#### Problem to solve
Tally up how many lines in the listing below contain the string "joint", and give only the total.

-- Dataset records follows --

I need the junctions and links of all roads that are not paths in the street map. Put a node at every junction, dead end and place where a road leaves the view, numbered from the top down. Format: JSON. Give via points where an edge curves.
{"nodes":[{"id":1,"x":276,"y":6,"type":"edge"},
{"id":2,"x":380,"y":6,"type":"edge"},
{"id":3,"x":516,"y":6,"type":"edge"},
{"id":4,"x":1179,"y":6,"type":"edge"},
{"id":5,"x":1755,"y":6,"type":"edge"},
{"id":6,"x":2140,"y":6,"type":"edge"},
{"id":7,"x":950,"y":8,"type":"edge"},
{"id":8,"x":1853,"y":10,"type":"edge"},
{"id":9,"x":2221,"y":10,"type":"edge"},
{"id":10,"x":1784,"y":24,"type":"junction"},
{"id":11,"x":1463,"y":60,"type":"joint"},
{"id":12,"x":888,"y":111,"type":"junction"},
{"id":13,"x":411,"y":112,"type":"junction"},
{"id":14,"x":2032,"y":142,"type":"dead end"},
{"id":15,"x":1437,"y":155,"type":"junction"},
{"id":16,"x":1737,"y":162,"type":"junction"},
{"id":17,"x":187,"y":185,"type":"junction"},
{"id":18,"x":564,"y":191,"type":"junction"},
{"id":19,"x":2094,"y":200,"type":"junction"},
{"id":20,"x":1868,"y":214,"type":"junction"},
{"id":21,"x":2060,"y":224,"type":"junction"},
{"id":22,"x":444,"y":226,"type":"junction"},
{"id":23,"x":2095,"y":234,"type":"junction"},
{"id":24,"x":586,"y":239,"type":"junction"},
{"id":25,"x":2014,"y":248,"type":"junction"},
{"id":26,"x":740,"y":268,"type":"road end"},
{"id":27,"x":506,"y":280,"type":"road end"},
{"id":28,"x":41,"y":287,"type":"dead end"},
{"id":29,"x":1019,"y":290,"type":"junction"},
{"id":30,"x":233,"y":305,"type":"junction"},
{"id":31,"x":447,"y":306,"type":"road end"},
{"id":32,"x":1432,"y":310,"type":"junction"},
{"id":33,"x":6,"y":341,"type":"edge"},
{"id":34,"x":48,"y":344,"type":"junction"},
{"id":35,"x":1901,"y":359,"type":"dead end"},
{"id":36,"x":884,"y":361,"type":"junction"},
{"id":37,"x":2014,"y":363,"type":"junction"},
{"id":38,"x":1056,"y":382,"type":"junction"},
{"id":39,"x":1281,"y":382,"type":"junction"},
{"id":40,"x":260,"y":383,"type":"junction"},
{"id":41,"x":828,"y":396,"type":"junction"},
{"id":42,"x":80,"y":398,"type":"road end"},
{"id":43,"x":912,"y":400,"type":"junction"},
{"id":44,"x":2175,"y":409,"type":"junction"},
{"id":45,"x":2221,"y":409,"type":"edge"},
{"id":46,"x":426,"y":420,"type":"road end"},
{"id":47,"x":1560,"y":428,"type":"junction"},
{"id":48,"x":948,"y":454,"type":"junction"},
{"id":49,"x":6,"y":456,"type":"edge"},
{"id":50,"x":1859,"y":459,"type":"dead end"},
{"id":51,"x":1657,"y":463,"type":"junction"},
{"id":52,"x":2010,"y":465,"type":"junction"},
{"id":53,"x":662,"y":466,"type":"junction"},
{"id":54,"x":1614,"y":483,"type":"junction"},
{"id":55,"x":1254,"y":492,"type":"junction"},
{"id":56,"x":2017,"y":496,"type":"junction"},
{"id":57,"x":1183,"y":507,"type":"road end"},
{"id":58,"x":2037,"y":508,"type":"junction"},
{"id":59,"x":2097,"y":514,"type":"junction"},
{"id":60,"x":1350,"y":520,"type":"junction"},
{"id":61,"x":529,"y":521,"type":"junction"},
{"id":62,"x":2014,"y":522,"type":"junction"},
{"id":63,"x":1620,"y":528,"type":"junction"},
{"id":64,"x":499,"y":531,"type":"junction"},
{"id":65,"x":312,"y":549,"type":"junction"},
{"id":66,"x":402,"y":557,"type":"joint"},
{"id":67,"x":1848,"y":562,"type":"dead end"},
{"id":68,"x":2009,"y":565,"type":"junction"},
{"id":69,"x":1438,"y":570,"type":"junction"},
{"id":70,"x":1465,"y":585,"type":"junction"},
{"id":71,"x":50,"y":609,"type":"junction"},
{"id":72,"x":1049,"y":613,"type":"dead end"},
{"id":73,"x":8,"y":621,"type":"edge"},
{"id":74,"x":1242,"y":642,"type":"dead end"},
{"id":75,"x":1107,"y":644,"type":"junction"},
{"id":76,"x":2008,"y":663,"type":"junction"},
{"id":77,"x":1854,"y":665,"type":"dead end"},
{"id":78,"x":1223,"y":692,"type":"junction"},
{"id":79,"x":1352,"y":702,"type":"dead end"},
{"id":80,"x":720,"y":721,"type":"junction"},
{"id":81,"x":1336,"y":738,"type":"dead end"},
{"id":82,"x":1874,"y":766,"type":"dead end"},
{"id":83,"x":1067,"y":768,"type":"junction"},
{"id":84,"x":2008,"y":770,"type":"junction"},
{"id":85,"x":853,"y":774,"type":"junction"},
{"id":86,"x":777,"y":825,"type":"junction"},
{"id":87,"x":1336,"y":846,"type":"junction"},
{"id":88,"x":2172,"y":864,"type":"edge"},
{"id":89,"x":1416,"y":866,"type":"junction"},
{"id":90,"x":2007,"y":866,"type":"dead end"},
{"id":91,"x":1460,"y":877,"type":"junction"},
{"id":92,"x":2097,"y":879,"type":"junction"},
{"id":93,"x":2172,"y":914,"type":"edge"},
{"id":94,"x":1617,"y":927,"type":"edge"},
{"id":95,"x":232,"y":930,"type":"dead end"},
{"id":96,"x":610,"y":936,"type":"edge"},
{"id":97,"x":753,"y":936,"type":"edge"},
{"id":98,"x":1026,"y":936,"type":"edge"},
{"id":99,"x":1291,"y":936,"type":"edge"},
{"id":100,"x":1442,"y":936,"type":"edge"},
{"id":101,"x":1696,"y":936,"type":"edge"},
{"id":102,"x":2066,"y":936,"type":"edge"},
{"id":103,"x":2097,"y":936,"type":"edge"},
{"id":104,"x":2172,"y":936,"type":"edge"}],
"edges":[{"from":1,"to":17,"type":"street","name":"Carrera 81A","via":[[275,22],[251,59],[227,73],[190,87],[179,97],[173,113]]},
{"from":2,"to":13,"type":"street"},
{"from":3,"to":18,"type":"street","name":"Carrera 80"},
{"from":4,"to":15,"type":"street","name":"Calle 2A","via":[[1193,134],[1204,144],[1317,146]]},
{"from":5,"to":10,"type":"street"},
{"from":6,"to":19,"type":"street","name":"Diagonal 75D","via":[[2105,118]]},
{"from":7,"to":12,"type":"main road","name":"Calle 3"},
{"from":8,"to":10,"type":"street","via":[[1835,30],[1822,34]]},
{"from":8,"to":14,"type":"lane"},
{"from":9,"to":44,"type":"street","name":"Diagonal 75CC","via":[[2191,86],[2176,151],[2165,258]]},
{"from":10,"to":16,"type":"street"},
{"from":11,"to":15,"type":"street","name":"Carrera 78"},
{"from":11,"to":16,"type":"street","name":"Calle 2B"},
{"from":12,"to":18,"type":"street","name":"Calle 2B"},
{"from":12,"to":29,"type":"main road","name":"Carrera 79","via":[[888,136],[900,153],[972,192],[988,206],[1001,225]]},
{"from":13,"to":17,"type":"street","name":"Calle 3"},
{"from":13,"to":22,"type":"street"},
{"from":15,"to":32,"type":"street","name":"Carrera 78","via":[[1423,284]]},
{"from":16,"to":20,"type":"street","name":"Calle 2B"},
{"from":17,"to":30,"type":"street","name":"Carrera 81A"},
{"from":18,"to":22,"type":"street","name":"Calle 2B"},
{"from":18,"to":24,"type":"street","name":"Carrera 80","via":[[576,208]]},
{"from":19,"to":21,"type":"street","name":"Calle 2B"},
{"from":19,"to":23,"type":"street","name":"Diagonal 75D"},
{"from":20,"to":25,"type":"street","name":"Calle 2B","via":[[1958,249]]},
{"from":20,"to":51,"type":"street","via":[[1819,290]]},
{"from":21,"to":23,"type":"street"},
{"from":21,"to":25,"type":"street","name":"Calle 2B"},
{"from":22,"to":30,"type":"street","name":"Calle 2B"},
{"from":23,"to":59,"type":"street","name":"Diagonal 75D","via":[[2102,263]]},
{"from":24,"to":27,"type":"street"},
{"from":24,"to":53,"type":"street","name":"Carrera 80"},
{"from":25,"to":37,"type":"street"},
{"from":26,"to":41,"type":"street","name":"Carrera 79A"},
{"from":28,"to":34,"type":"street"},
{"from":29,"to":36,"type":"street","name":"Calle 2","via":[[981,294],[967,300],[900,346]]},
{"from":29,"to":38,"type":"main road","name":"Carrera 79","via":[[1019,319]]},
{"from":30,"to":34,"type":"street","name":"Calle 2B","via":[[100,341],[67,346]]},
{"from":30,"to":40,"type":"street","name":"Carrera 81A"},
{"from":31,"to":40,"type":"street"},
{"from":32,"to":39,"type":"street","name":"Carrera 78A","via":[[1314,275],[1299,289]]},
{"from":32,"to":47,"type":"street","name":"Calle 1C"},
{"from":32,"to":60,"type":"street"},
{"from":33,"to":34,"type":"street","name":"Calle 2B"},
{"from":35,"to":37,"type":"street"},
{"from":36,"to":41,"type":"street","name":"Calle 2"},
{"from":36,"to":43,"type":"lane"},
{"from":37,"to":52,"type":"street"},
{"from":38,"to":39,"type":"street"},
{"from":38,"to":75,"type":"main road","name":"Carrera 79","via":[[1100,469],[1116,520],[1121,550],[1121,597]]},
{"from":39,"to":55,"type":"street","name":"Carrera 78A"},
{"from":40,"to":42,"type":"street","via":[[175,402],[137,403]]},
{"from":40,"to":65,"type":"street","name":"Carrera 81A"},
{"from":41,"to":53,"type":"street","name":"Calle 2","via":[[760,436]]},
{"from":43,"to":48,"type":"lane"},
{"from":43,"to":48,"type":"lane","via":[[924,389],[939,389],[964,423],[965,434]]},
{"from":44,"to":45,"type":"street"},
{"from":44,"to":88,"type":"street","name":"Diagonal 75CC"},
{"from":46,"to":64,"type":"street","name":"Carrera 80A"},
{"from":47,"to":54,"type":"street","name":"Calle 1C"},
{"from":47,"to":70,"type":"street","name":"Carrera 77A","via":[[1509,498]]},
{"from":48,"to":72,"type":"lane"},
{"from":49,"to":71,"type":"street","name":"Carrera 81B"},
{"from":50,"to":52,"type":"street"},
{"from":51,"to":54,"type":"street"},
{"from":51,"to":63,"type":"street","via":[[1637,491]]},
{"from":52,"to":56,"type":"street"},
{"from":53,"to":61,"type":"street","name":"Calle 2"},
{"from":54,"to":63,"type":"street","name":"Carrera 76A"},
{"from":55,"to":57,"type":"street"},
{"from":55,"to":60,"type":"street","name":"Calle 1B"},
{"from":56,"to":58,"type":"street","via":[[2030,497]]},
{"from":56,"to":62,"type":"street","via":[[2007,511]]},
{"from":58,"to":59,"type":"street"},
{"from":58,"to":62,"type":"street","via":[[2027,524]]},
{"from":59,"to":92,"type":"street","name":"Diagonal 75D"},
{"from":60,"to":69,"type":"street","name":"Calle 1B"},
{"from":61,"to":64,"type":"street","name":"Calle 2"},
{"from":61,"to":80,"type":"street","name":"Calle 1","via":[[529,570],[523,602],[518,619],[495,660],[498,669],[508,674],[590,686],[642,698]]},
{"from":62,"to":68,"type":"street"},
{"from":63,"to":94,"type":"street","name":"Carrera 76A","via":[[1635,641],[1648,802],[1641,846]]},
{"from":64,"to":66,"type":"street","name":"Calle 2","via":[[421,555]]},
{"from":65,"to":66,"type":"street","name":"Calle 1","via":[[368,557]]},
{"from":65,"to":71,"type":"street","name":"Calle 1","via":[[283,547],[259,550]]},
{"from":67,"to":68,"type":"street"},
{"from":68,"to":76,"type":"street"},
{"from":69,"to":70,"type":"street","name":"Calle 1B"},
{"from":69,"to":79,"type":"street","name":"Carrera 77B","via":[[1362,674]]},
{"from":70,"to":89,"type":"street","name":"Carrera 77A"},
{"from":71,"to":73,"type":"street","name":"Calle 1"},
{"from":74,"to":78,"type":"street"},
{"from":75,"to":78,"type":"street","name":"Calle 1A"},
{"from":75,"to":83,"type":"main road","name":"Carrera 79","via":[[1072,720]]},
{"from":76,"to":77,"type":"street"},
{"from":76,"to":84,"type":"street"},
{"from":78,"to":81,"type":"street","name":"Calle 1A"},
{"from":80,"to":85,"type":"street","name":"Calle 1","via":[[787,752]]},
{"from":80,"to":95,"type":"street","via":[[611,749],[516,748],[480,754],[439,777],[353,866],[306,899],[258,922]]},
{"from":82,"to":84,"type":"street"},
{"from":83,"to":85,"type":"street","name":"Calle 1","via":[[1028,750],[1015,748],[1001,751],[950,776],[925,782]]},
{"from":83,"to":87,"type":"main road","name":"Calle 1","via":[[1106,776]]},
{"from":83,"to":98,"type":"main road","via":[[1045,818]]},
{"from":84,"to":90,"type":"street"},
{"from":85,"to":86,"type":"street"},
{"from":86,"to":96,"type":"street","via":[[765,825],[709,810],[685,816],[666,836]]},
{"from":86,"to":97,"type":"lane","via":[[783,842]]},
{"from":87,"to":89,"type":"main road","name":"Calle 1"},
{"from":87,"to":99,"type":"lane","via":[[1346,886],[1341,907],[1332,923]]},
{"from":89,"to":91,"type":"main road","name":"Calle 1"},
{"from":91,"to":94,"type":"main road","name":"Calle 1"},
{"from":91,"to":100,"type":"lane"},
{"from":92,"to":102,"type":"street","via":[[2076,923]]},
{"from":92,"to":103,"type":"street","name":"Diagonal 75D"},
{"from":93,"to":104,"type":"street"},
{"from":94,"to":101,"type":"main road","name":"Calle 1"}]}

-- Dataset records concluded --

#### Exercise solution
2